◆ **EXERCISE GOAL**
The goal is a clean copy of all the data below, with pictures dropped and everything else retyped exactly.

** Opening EXTRACTED INFORMATION block **

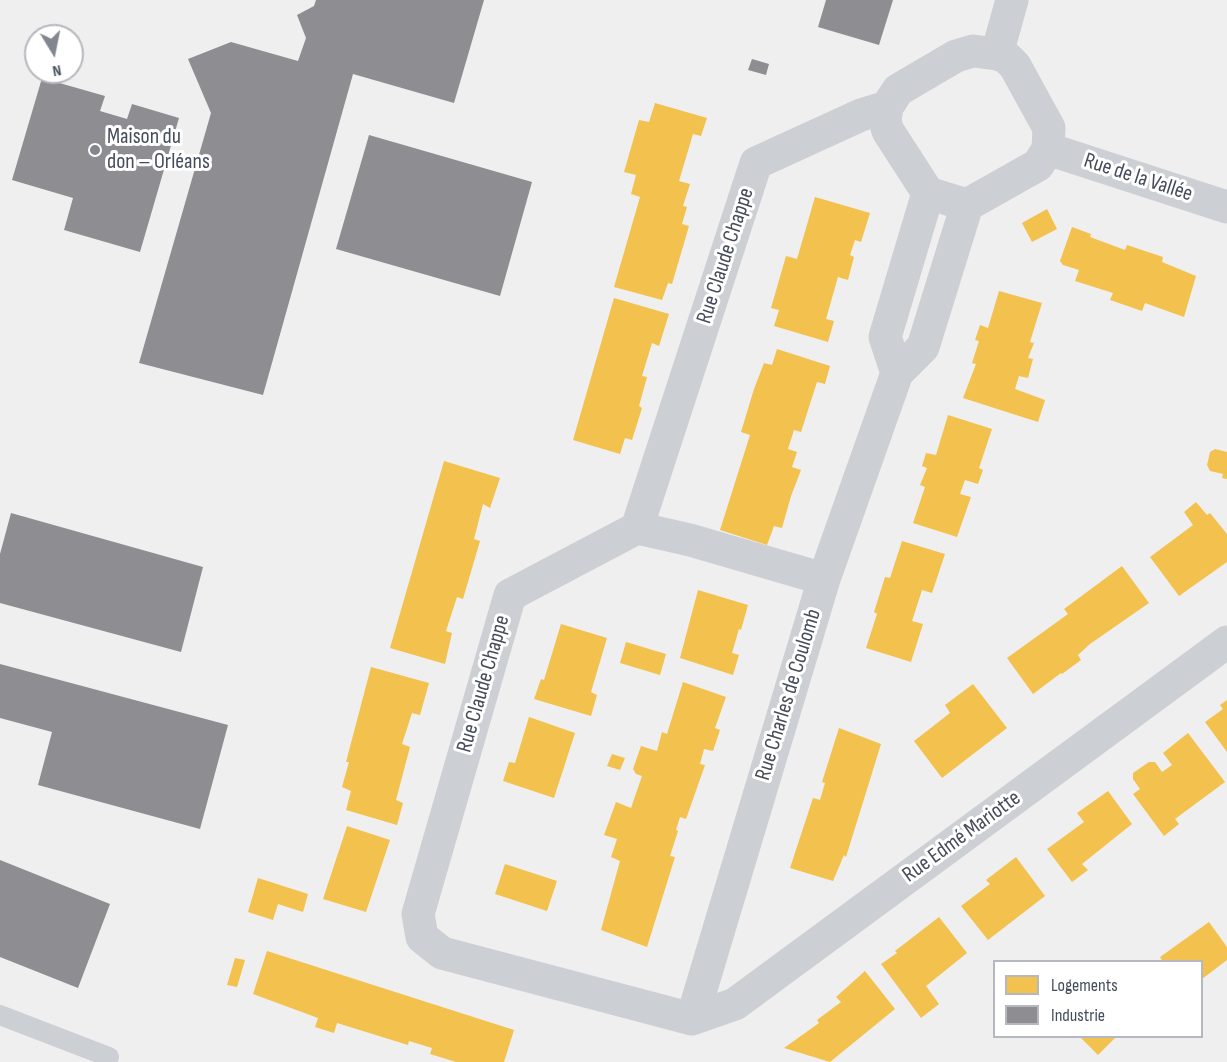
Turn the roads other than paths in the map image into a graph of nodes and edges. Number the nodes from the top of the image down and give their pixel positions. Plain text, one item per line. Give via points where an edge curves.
1 (1012, 0) edge
2 (997, 54) junction
3 (886, 107) junction
4 (1048, 149) junction
5 (928, 193) junction
6 (967, 206) junction
7 (1227, 207) edge
8 (897, 374) junction
9 (637, 528) junction
10 (824, 579) junction
11 (1227, 642) edge
12 (0, 1015) edge
13 (692, 1019) junction
14 (109, 1057) dead end

1 - 2 street
2 - 3 street via 973,51 956,56 898,90
2 - 4 street via 1015,66 1049,128
3 - 5 street via 888,131
3 - 9 street, Rue Claude Chappe via 756,163
4 - 6 street via 1038,165
4 - 7 street, Rue de la Vallée
5 - 6 street
5 - 8 street via 885,337
6 - 8 street, Rue Charles de Coulomb via 922,347
8 - 10 street, Rue Charles de Coulomb
9 - 10 street
9 - 13 street, Rue Claude Chappe via 510,595 418,914 422,937 442,953
10 - 13 street, Rue Charles de Coulomb
11 - 13 street, Rue Edmé Mariotte via 735,1004
12 - 14 lane

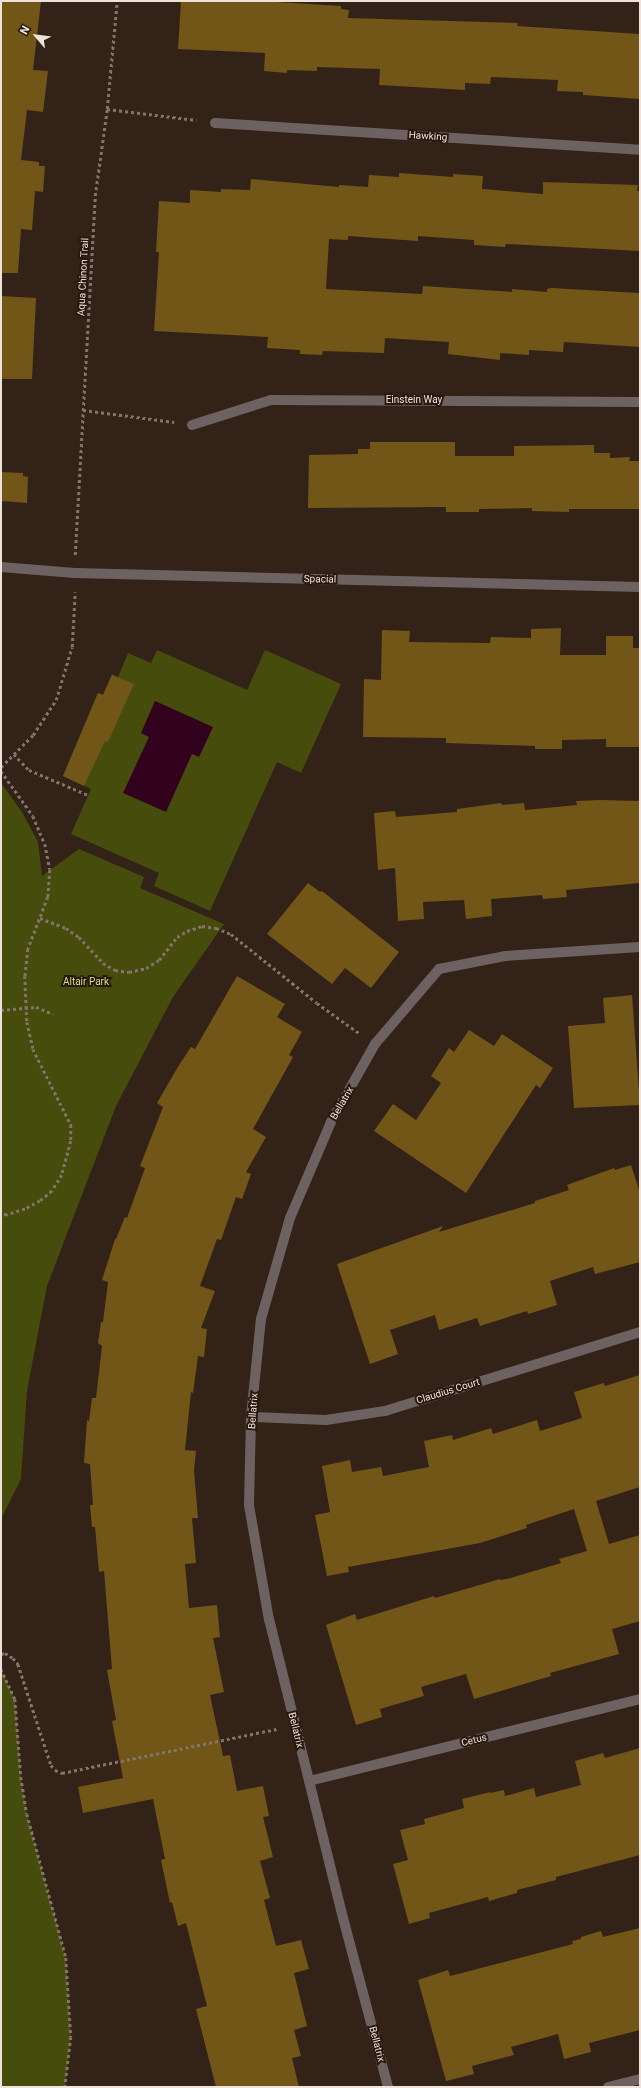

** Closing EXTRACTED INFORMATION block **

◆ **OUTPUT FOR THIS EXERCISE**
Turn the roads other than paths in the map image into a graph of nodes and edges. Number the nodes from the top of the image down and give their pixel positions. Plain text, one item per line. Give via points where an edge curves.
1 (1012, 0) edge
2 (997, 54) junction
3 (886, 107) junction
4 (1048, 149) junction
5 (928, 193) junction
6 (967, 206) junction
7 (1227, 207) edge
8 (897, 374) junction
9 (637, 528) junction
10 (824, 579) junction
11 (1227, 642) edge
12 (0, 1015) edge
13 (692, 1019) junction
14 (109, 1057) dead end

1 - 2 street
2 - 3 street via 973,51 956,56 898,90
2 - 4 street via 1015,66 1049,128
3 - 5 street via 888,131
3 - 9 street, Rue Claude Chappe via 756,163
4 - 6 street via 1038,165
4 - 7 street, Rue de la Vallée
5 - 6 street
5 - 8 street via 885,337
6 - 8 street, Rue Charles de Coulomb via 922,347
8 - 10 street, Rue Charles de Coulomb
9 - 10 street
9 - 13 street, Rue Claude Chappe via 510,595 418,914 422,937 442,953
10 - 13 street, Rue Charles de Coulomb
11 - 13 street, Rue Edmé Mariotte via 735,1004
12 - 14 lane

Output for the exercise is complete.